I would encourage to focus on the bigger implications to you beyond the 3 year training period. Even if your interest is primarily ADULT medicine, FM residency prepares you well for an out-patient practice. The residency is more focused on out-pt experiences than in most IM programs. If you are interested in an out-patient (clinic) existence after residency, FM may make sense for you. If in-patient is your cup of tea.. IM is well designed to prepare you for this. Others may disagree... but here's why:
Let me give you an example... The RRC requirements for FM have FM residents in clinic in their second and third years from 2 to 4 times per week. By the time you've graduated, you will have done about 350 clinics at a minimum though many programs build in much more than this with "clinic resident" rotations. By comparison, the RRC requirements for IM only require 1 clinic per week all 3 years... a minimum of 150 clinics or so with vacations.

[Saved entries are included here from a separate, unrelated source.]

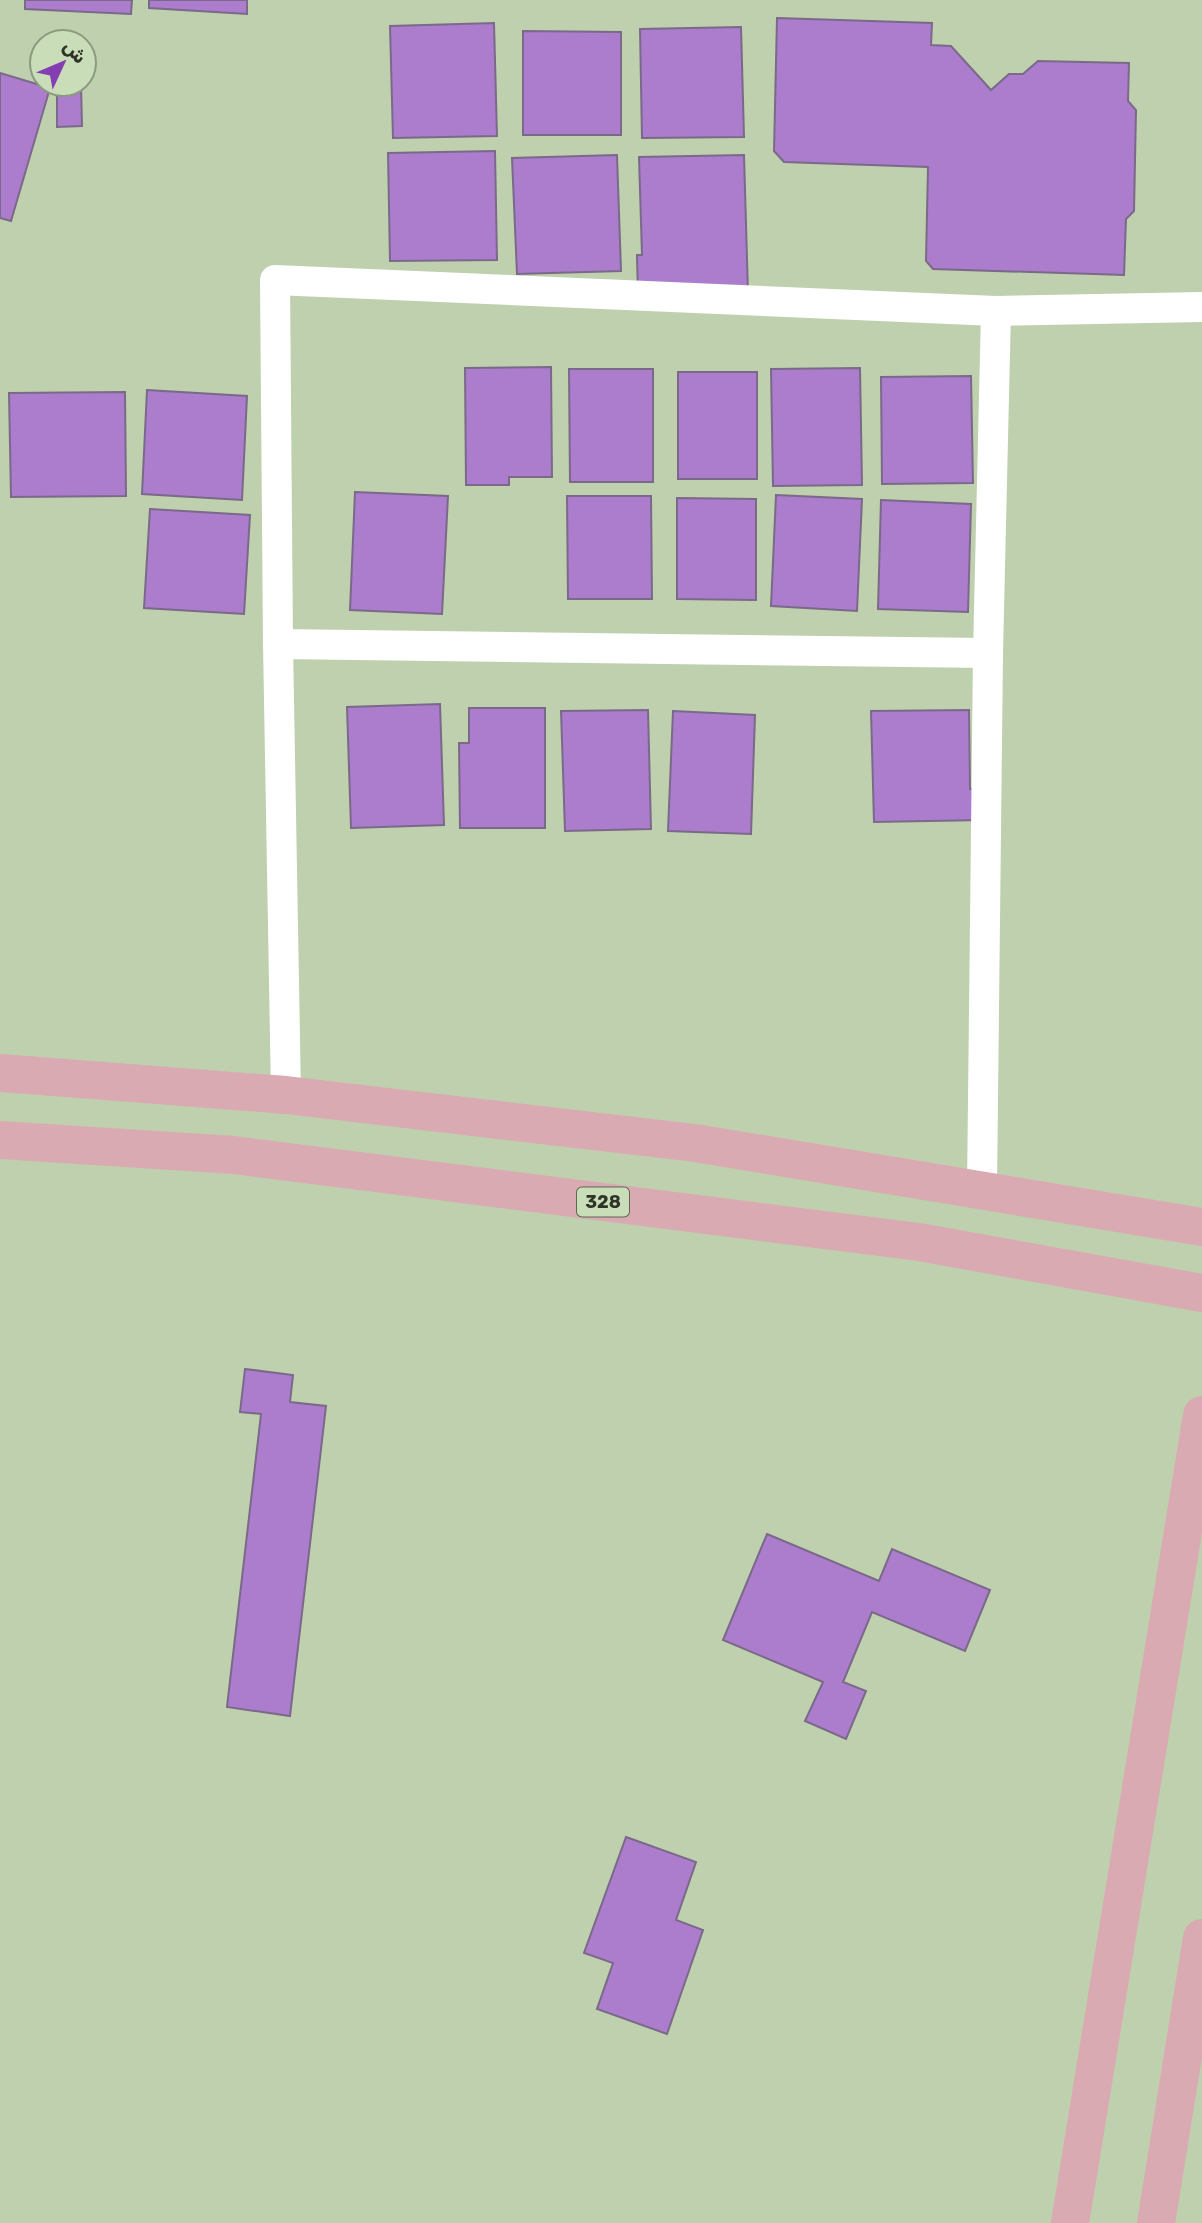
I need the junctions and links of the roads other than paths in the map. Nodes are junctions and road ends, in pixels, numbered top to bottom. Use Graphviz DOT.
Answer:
graph roads {
  1 [pos="1202,307"];
  2 [pos="996,311"];
  3 [pos="278,644"];
  4 [pos="988,653"];
  5 [pos="0,1073"];
  6 [pos="286,1096"];
  7 [pos="0,1140"];
  8 [pos="982,1189"];
  9 [pos="1202,1227"];
  10 [pos="1202,1293"];
  11 [pos="1202,1415"];
  12 [pos="1202,1938"];
  13 [pos="1070,2223"];
  14 [pos="1156,2223"];
  1 -- 2 [label="street"];
  2 -- 3 [label="street"];
  2 -- 4 [label="street"];
  3 -- 4 [label="street"];
  3 -- 6 [label="street"];
  4 -- 8 [label="street"];
  5 -- 6 [label="main road"];
  6 -- 8 [label="main road"];
  7 -- 10 [label="main road, 328"];
  8 -- 9 [label="main road"];
  11 -- 13 [label="main road"];
  12 -- 14 [label="main road"];
}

This is one example of many that describe a much heavier in-patient slant for IM training. This makes sense in some ways... many IM residents choose in-pt based fellowships, and IM programs are generally depended on to "run" a hospital's in-patients service. However, when you look at the survey literature, ironically IM residents overwhelmingly enter into out-patient primary care practices. IM has struggled with this and tried to answer this with "primary care tracks" in training which do help but even those residents are way below the out-patient clinical volume of FM trainees.
Now add psych. The vast majority of psychiatrists are out-patient. Even "in-patient" psychiatrists are mostly on PSYCH in-patient units, not running traditional hospital consult services (the other way to be "in-patient" as a psychaitrist). To marry a medical specialty with psychiatry, again.. you should think about the mode of practice you want... in or out-patient. It makes the most sense to couple your psych and medical training in way that makes them complimentary whichever way you choose.
When it comes to training.. FM programs are generally family friendlier than IM programs. The schedule is more flexible, there are more out-patient rotations, and they are "family" medicine for a reason. That said, I have seen very capable IM and FM residents alike very capably protect their real lives in the face of a medical education very well. At the end of the day this will depend more on you than on your mode of training.
The issue of assessing the value and quality of individual IM/Psy vs FM/Psy programs is also a significant issue but beyond the scope of your post. Hope this helps... However you decide to approach this I think you're on to something already... You are only as good as a physician as your ability to preserve who you are inside the white coat. The fact that you're paying attention to striking this balance early is great.